The combination of the connection pool settings to run the Pool cleaner every 
10 seconds and removeAbandoned of 15 seconds should work together to remove any 
connection whose SQL execution time went past 10 seconds before the 
cancelQueryTimeout kicks in. This should prevent returning bad connections to 
the pool when bad things happen like a network switch going offline temporarily 
and dropping all packets between the app server hosting tomcat and the database 
server.

Sounds like you really just want to be validating connections, but you have explicitly disabled that feature. Why?

NOTE that for the MSSQL server driver all their timeouts default to wait indefinitely. 
This is one of the prime reasons why even short outages can kill our APP with stuck 
threads. Our Web app hits tomcat about 2000 requests per minute and each request is going 
to fire on AVG ~6 SQL statements so we are running about 12K SQL hits per minute. If we 
lose connectivity to a database for even 15 seconds without a means to fail fast we could 
easily overcome the allotted number of threads which will create a "log jam" 
that can take a very long time to recover.

Why doesn't your query-timeout handle this situation?

So I am very sorry for all this lenghty background but I thought it might help 
for readers and potential responders to know a bit about why we do what we do 
in our connection pool.

Finally now onto the problem:

I was running a load test and simulating the temporary loss of connectivity to one or 
more of the databases used in the APP and I noticed a strange behavior that does not 
align with my understanding of how Tomcat JDBC removeAbandoned works. While most of my 
database connections coming from the pool did die shortly after the simulation started 
and "failed fast" there were a few connections that actually ran for up to 5 
minutes before they terminated themselves. Given the configuration I explained I would 
have expected no database connection that was interacting with the database to live 
beyond 30 seconds. ( giving that there could be some forward/reverse lag in the evictor 
thread timing where there could be a slight chance that the first run of the evictor 
thread might not catch every connection that was at the 15 seconds mark.)

Remember that the pool won't kill the connection or anything else. It just lets the connection "leak" out of the pool and ... hopefully eventually be garbage-collected. But if the thread running that query is still running, it will continue to do so potentially forever. Any settings you have for canceling the query after some timeout have nothing to do with the pool itself; that's between the driver, the server, etc.

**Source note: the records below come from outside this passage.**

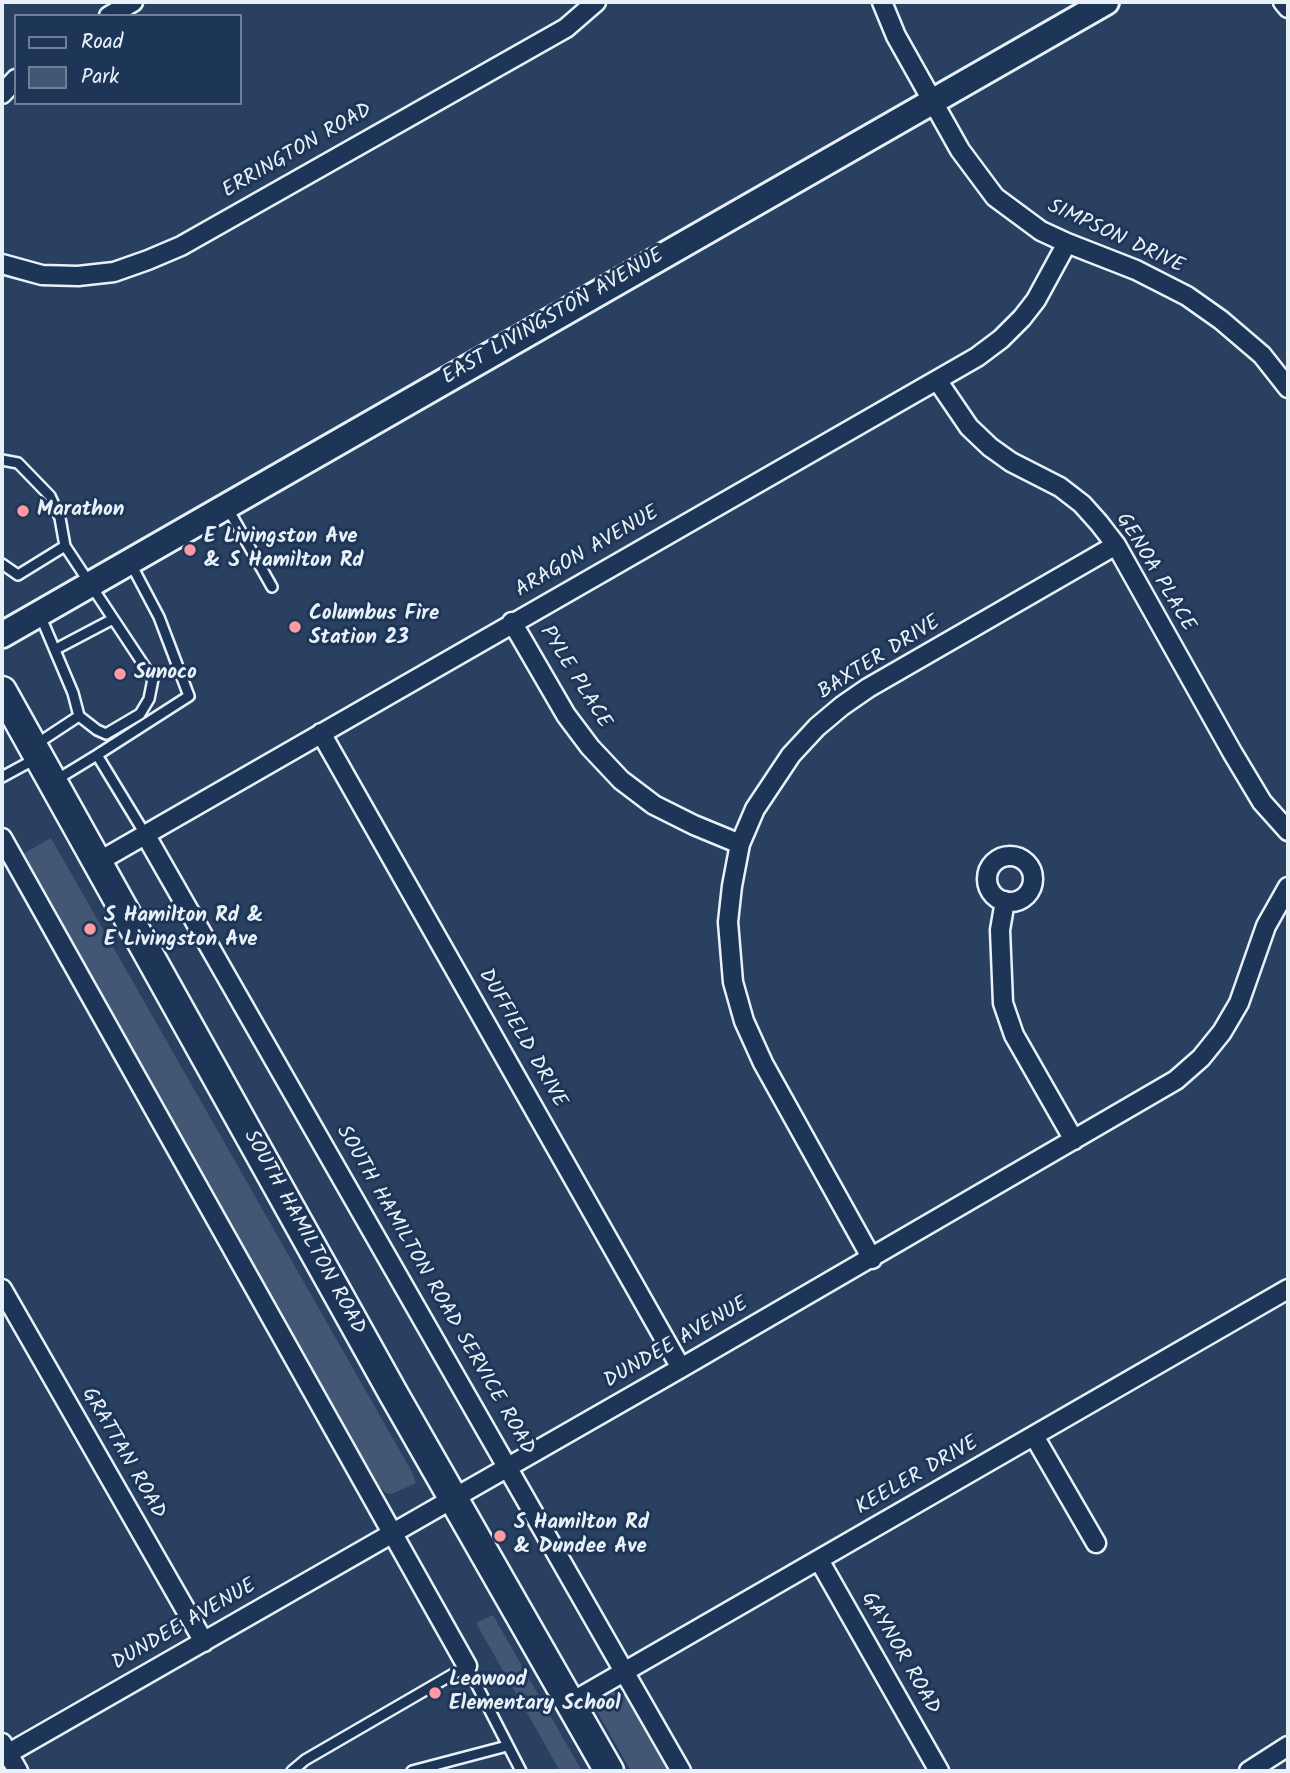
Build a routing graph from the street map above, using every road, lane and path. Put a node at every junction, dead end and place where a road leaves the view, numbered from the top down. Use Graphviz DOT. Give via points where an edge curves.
graph roads {
  1 [pos="133,2"];
  2 [pos="596,2"];
  3 [pos="882,2"];
  4 [pos="1106,2"];
  5 [pos="1283,2"];
  6 [pos="1288,8"];
  7 [pos="112,14"];
  8 [pos="14,81"];
  9 [pos="2,94"];
  10 [pos="933,102"];
  11 [pos="1067,243"];
  12 [pos="2,264"];
  13 [pos="937,380"];
  14 [pos="1288,388"];
  15 [pos="2,460"];
  16 [pos="226,506"];
  17 [pos="1116,545"];
  18 [pos="65,546"];
  19 [pos="130,561"];
  20 [pos="2,564"];
  21 [pos="90,584"];
  22 [pos="272,587"];
  23 [pos="39,613"];
  24 [pos="113,619"];
  25 [pos="512,622"];
  26 [pos="2,635"];
  27 [pos="56,649"];
  28 [pos="2,691"];
  29 [pos="79,716"];
  30 [pos="321,733"];
  31 [pos="35,752"];
  32 [pos="97,755"];
  33 [pos="2,777"];
  34 [pos="52,783"];
  35 [pos="1288,831"];
  36 [pos="145,834"];
  37 [pos="2,838"];
  38 [pos="740,844"];
  39 [pos="96,863"];
  40 [pos="1288,887"];
  41 [pos="1005,901"];
  42 [pos="1074,1140"];
  43 [pos="872,1258"];
  44 [pos="2,1289"];
  45 [pos="1288,1289"];
  46 [pos="681,1368"];
  47 [pos="1034,1436"];
  48 [pos="508,1465"];
  49 [pos="453,1498"];
  50 [pos="393,1533"];
  51 [pos="1096,1544"];
  52 [pos="819,1560"];
  53 [pos="204,1642"];
  54 [pos="467,1666"];
  55 [pos="624,1672"];
  56 [pos="570,1703"];
  57 [pos="507,1746"];
  58 [pos="1288,1746"];
  59 [pos="4,1751"];
  60 [pos="18,1771"];
  61 [pos="292,1771"];
  62 [pos="412,1771"];
  63 [pos="521,1771"];
  64 [pos="609,1771"];
  65 [pos="681,1771"];
  66 [pos="939,1771"];
  67 [pos="1249,1771"];
  1 -- 7 [label="street"];
  2 -- 12 [label="street, ERRINGTON ROAD" via="566,28 181,246 114,272 78,276 42,275"];
  3 -- 10 [label="street, SIMPSON DRIVE"];
  4 -- 10 [label="main road, EAST LIVINGSTON AVENUE"];
  5 -- 6 [label="street"];
  8 -- 9 [label="street"];
  10 -- 11 [label="street, SIMPSON DRIVE" via="960,150 995,197 1041,231"];
  10 -- 16 [label="main road, EAST LIVINGSTON AVENUE"];
  11 -- 13 [label="street, ARAGON AVENUE" via="1022,318 993,345"];
  11 -- 14 [label="street, SIMPSON DRIVE" via="1187,296 1262,355"];
  13 -- 17 [label="street, GENOA PLACE" via="969,427 990,447 1082,504"];
  13 -- 25 [label="street, ARAGON AVENUE"];
  15 -- 18 [label="lane" via="18,463 50,496"];
  16 -- 19 [label="main road, EAST LIVINGSTON AVENUE"];
  16 -- 22 [label="lane"];
  17 -- 35 [label="street, GENOA PLACE" via="1262,802"];
  17 -- 38 [label="street, BAXTER DRIVE" via="842,706 790,755 755,809"];
  18 -- 20 [label="lane" via="18,575"];
  18 -- 21 [label="lane"];
  19 -- 21 [label="main road, EAST LIVINGSTON AVENUE"];
  19 -- 32 [label="lane" via="159,617 189,696"];
  21 -- 23 [label="main road, EAST LIVINGSTON AVENUE"];
  21 -- 24 [label="lane"];
  23 -- 26 [label="main road, EAST LIVINGSTON AVENUE"];
  23 -- 27 [label="lane"];
  24 -- 27 [label="lane"];
  24 -- 29 [label="lane" via="153,679 149,699 140,714 106,734"];
  25 -- 30 [label="street, ARAGON AVENUE"];
  25 -- 38 [label="street, PYLE PLACE" via="566,715 621,780 654,805"];
  27 -- 29 [label="lane"];
  28 -- 31 [label="main road, SOUTH HAMILTON ROAD"];
  29 -- 31 [label="lane"];
  30 -- 36 [label="street, ARAGON AVENUE"];
  30 -- 46 [label="street, DUFFIELD DRIVE"];
  31 -- 33 [label="lane"];
  31 -- 34 [label="main road, SOUTH HAMILTON ROAD"];
  32 -- 34 [label="lane"];
  32 -- 36 [label="lane"];
  34 -- 39 [label="main road, SOUTH HAMILTON ROAD"];
  36 -- 39 [label="street, ARAGON AVENUE"];
  36 -- 48 [label="street, SOUTH HAMILTON ROAD SERVICE ROAD"];
  37 -- 50 [label="street"];
  38 -- 43 [label="street, BAXTER DRIVE" via="728,922 733,982 744,1021"];
  39 -- 49 [label="main road, SOUTH HAMILTON ROAD"];
  40 -- 42 [label="street, DUNDEE AVENUE" via="1266,926 1239,1003 1201,1058 1176,1080"];
  41 -- 42 [label="street" via="1000,930 1003,1003 1014,1035"];
  42 -- 43 [label="street, DUNDEE AVENUE"];
  43 -- 46 [label="street, DUNDEE AVENUE"];
  44 -- 53 [label="street, GRATTAN ROAD"];
  45 -- 47 [label="street, KEELER DRIVE"];
  46 -- 48 [label="street, DUNDEE AVENUE"];
  47 -- 51 [label="street"];
  47 -- 52 [label="street, KEELER DRIVE"];
  48 -- 49 [label="street, DUNDEE AVENUE"];
  48 -- 55 [label="street, SOUTH HAMILTON ROAD SERVICE ROAD"];
  49 -- 50 [label="street, DUNDEE AVENUE"];
  49 -- 56 [label="main road, SOUTH HAMILTON ROAD"];
  50 -- 53 [label="street, DUNDEE AVENUE"];
  50 -- 54 [label="street"];
  52 -- 55 [label="street, KEELER DRIVE"];
  52 -- 66 [label="street, GAYNOR ROAD"];
  53 -- 59 [label="street, DUNDEE AVENUE"];
  54 -- 57 [label="lane"];
  54 -- 61 [label="lane"];
  55 -- 56 [label="street, KEELER DRIVE"];
  55 -- 65 [label="street, SOUTH HAMILTON ROAD SERVICE ROAD"];
  56 -- 64 [label="main road, SOUTH HAMILTON ROAD"];
  57 -- 62 [label="lane"];
  57 -- 63 [label="lane"];
  58 -- 67 [label="street"];
  59 -- 60 [label="street"];
}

What I believe I saw in some cases was that the socket timeout that I set on 
the SQLServer JDBC driver for  300,000ms (5 mins) kicked in and read timeout 
was generated in the driver. This lead to a bad connection being returned to 
the connection pool and caused errors until the connection(s) aged out due to 
maxAge.

It sounds to me like you need to reduce the socket read timeout for the connections in the driver. Your maxAge applies at checkout-time. The "bad" connection will indeed be back in the pool, but it should be removed on the next checkout. If "removeAbandoned" is working as expected, a 5-minute query-time should have already resulted in the connection being removed from the pool (due to abandonment).

Does anyone know why the Pool Cleaner would be able to run and NOT forcefully 
remove a connection from the tomcat JDBC pool that has been running more than 
configured removeAbandonedTimeout?

Have you confirmed that there is a pool-cleaner thread running?

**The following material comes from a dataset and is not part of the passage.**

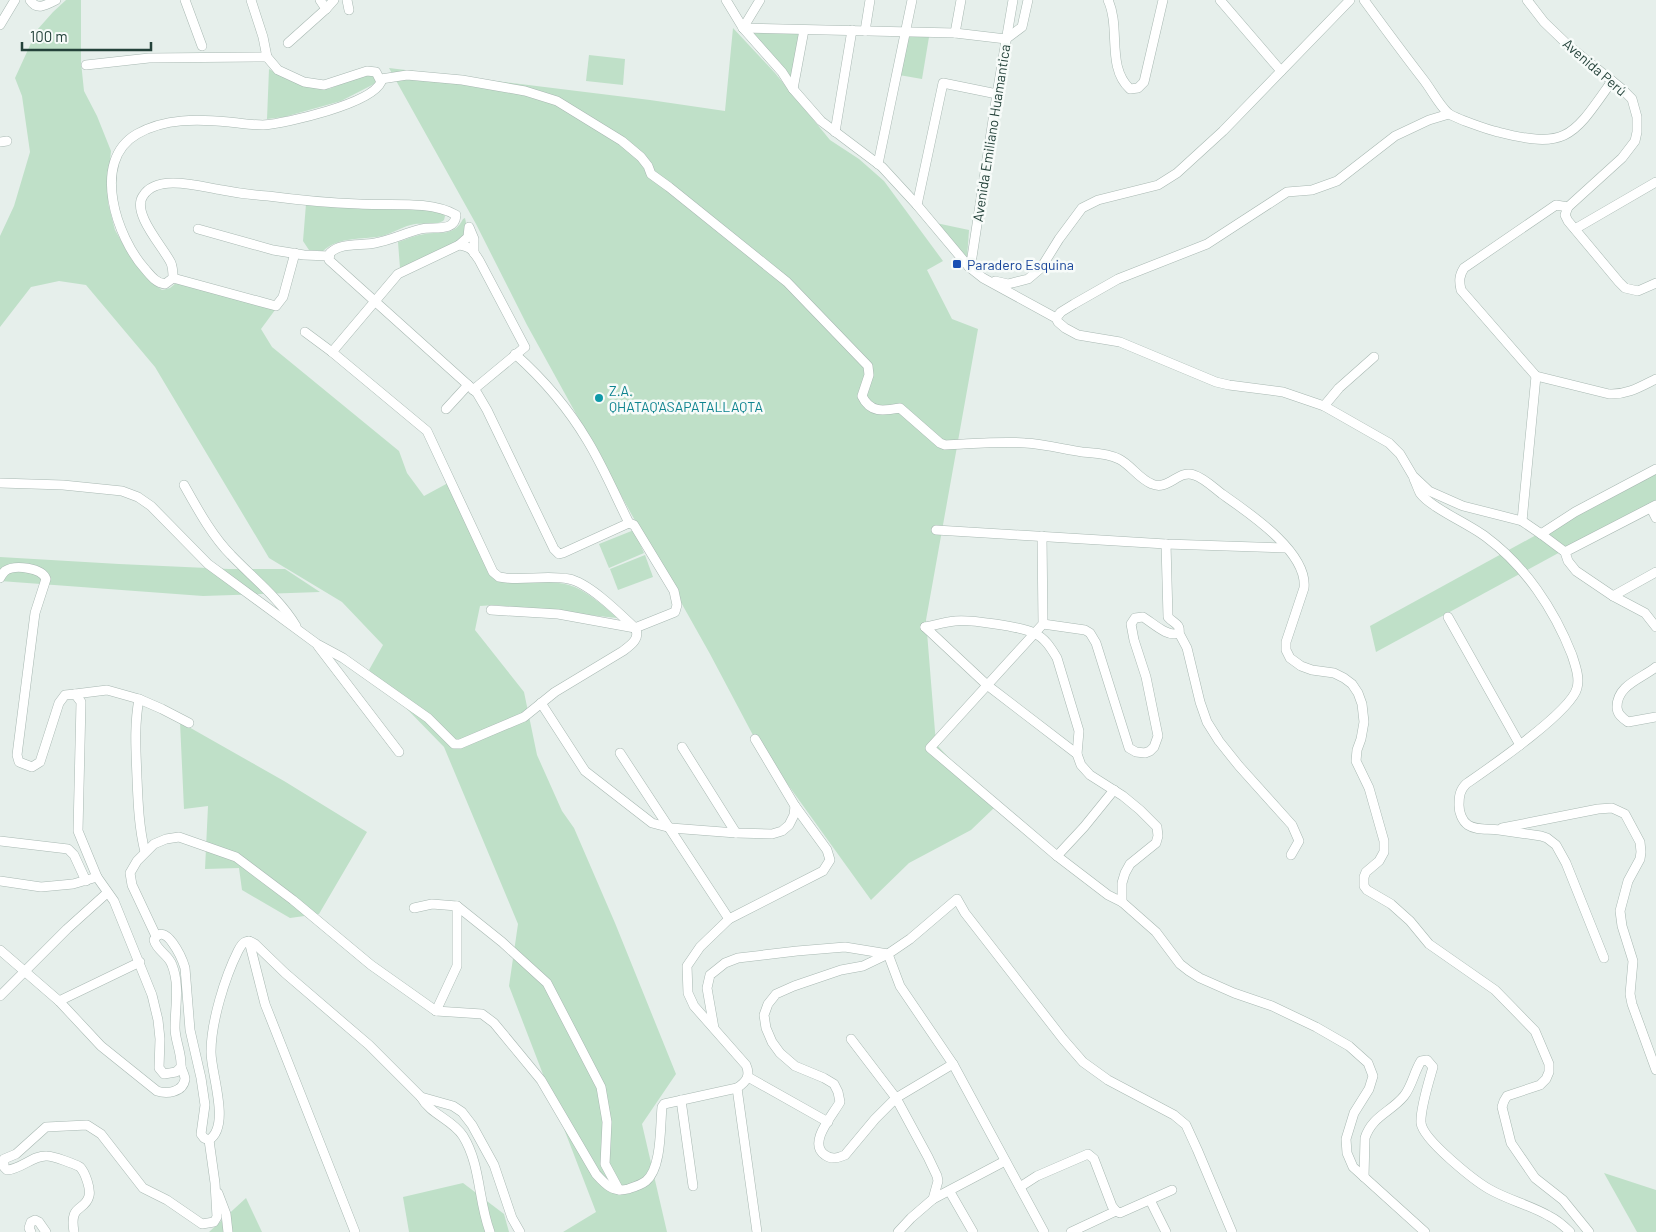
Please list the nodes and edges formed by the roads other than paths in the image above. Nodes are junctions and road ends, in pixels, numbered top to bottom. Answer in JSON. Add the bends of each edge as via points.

I searched google and this list on MARC for any clues and I found nothing. I 
also reviewed the source code for the Tomcat JDBC module and was unable to see 
a place in the code that indicated it would not be able to clobber a running 
connection  that was borrowed from the pool.

Anyone able to help me understand what I saw in my testing? Could this be a 
Tomcat connection pool bug?

It's possible. Have you enabled debug logging on the pool and checked your test again? I would highly recommend enabling "logAbandoned" if you are trying to debug problems with abandoned connection cleanup.